── Data supplied

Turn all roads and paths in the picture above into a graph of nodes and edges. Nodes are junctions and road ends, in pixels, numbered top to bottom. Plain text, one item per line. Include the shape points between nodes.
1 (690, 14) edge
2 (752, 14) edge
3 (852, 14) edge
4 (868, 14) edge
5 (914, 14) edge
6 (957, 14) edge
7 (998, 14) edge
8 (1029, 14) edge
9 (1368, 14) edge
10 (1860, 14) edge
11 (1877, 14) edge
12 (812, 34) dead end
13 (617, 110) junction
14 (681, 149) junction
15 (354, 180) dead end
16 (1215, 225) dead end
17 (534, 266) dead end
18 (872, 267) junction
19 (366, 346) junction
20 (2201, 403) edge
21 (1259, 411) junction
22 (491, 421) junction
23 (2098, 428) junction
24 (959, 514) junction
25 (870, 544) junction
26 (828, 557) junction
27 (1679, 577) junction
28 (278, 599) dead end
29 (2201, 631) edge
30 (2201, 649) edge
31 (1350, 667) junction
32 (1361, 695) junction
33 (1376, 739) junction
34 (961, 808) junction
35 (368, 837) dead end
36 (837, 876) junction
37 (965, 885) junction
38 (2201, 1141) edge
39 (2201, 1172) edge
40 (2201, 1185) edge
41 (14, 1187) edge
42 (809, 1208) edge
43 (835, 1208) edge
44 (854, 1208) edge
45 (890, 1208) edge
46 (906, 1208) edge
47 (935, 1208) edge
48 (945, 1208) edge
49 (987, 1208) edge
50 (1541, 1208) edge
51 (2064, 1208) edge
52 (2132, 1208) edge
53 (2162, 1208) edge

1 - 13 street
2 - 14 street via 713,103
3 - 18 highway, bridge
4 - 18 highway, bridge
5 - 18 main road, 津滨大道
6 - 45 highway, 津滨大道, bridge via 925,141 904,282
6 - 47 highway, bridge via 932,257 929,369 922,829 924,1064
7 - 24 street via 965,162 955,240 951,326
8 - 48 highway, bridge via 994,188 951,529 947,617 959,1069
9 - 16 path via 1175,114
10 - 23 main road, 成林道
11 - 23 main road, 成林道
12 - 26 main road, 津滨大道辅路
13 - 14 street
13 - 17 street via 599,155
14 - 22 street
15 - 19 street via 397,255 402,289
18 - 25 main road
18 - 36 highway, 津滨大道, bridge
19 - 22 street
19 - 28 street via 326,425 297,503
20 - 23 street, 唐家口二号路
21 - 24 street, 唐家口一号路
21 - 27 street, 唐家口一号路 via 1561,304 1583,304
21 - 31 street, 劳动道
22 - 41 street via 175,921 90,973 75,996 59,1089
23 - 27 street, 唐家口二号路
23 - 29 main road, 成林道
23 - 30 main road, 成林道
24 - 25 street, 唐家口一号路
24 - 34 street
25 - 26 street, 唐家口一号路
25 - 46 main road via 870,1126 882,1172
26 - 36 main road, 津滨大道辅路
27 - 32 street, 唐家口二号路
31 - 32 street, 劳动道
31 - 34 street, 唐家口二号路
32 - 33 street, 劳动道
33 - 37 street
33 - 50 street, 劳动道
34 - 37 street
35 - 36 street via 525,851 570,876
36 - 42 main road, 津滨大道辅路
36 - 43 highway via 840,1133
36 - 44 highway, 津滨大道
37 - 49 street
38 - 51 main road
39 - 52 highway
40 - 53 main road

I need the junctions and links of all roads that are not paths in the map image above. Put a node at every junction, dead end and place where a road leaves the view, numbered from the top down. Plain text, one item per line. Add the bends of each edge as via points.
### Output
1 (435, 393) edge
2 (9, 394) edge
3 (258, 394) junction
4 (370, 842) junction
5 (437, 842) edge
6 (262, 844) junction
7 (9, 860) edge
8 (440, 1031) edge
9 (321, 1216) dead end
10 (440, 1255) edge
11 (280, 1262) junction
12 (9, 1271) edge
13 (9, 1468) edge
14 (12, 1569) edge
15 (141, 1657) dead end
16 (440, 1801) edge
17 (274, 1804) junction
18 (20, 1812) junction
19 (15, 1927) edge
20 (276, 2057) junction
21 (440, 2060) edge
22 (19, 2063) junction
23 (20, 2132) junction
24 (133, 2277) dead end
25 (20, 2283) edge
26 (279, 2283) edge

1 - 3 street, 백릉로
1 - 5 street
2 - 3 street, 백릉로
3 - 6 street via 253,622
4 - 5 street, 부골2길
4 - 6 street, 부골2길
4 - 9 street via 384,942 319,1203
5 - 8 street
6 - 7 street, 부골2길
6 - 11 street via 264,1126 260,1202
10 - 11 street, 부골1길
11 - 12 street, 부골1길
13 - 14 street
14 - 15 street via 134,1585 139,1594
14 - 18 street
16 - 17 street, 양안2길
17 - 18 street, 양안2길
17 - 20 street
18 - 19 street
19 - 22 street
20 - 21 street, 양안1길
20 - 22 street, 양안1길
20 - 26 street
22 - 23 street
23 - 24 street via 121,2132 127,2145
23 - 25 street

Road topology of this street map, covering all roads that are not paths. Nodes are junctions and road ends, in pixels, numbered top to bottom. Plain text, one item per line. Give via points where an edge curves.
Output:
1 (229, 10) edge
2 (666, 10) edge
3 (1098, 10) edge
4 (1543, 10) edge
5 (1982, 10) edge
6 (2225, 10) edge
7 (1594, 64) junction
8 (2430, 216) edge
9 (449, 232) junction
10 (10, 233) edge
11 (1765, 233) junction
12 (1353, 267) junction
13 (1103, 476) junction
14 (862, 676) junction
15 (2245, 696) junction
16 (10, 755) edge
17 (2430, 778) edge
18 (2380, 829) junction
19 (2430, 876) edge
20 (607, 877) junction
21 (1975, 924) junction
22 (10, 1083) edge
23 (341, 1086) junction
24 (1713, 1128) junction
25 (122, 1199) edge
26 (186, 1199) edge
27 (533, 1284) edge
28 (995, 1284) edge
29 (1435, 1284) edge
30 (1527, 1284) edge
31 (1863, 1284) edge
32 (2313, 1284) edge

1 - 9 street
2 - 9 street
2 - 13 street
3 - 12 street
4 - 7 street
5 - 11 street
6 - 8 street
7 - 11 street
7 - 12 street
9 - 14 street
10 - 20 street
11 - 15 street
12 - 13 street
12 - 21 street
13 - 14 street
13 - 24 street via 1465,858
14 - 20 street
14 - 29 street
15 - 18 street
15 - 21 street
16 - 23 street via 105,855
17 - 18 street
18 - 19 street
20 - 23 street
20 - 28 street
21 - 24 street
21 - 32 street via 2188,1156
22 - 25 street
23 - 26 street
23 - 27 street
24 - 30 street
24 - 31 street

────

Brief: From the data above, how many lines contain the word "bottom"? Give the number alone.

Completed task: 2